§ **Directions**: Every record below should be printed again exactly, with its pictures removed.

Material supplied START

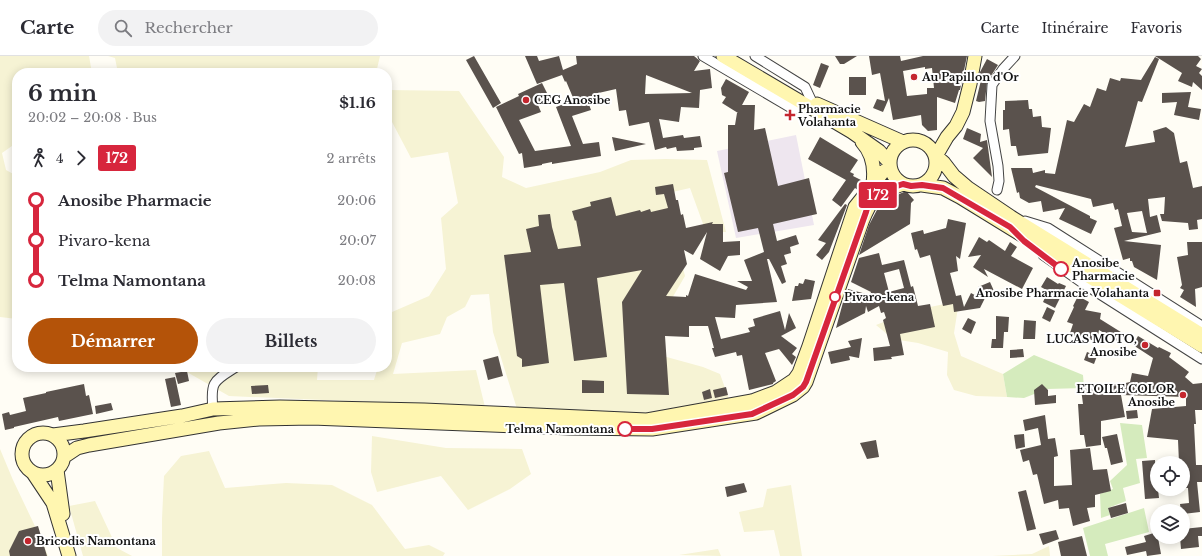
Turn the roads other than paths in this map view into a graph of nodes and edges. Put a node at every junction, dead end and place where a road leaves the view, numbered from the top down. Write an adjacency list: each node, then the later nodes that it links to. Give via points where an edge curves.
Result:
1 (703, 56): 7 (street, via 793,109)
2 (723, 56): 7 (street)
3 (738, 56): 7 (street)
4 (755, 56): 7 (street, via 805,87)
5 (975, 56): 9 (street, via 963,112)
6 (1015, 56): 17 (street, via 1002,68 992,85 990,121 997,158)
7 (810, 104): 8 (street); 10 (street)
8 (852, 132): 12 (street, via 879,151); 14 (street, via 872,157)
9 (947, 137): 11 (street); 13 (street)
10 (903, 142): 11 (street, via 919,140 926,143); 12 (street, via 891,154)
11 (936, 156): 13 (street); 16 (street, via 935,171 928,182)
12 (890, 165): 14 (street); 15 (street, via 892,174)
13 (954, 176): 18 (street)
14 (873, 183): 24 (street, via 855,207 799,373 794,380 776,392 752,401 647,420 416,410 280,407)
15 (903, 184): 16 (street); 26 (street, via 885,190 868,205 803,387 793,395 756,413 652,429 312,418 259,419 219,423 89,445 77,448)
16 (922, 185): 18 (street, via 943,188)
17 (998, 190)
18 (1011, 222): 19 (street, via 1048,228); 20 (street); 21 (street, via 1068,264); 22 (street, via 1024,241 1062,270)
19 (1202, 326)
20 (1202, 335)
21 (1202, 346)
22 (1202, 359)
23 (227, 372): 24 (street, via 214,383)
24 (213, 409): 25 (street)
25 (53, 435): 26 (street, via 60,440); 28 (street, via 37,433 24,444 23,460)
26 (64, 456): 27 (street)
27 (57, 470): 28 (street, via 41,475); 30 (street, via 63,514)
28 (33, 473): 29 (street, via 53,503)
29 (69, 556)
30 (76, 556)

Material supplied END

§ **Problem solution**:
Turn the roads other than paths in this map view into a graph of nodes and edges. Put a node at every junction, dead end and place where a road leaves the view, numbered from the top down. Write an adjacency list: each node, then the later nodes that it links to. Give via points where an edge curves.
Result:
1 (703, 56): 7 (street, via 793,109)
2 (723, 56): 7 (street)
3 (738, 56): 7 (street)
4 (755, 56): 7 (street, via 805,87)
5 (975, 56): 9 (street, via 963,112)
6 (1015, 56): 17 (street, via 1002,68 992,85 990,121 997,158)
7 (810, 104): 8 (street); 10 (street)
8 (852, 132): 12 (street, via 879,151); 14 (street, via 872,157)
9 (947, 137): 11 (street); 13 (street)
10 (903, 142): 11 (street, via 919,140 926,143); 12 (street, via 891,154)
11 (936, 156): 13 (street); 16 (street, via 935,171 928,182)
12 (890, 165): 14 (street); 15 (street, via 892,174)
13 (954, 176): 18 (street)
14 (873, 183): 24 (street, via 855,207 799,373 794,380 776,392 752,401 647,420 416,410 280,407)
15 (903, 184): 16 (street); 26 (street, via 885,190 868,205 803,387 793,395 756,413 652,429 312,418 259,419 219,423 89,445 77,448)
16 (922, 185): 18 (street, via 943,188)
17 (998, 190)
18 (1011, 222): 19 (street, via 1048,228); 20 (street); 21 (street, via 1068,264); 22 (street, via 1024,241 1062,270)
19 (1202, 326)
20 (1202, 335)
21 (1202, 346)
22 (1202, 359)
23 (227, 372): 24 (street, via 214,383)
24 (213, 409): 25 (street)
25 (53, 435): 26 (street, via 60,440); 28 (street, via 37,433 24,444 23,460)
26 (64, 456): 27 (street)
27 (57, 470): 28 (street, via 41,475); 30 (street, via 63,514)
28 (33, 473): 29 (street, via 53,503)
29 (69, 556)
30 (76, 556)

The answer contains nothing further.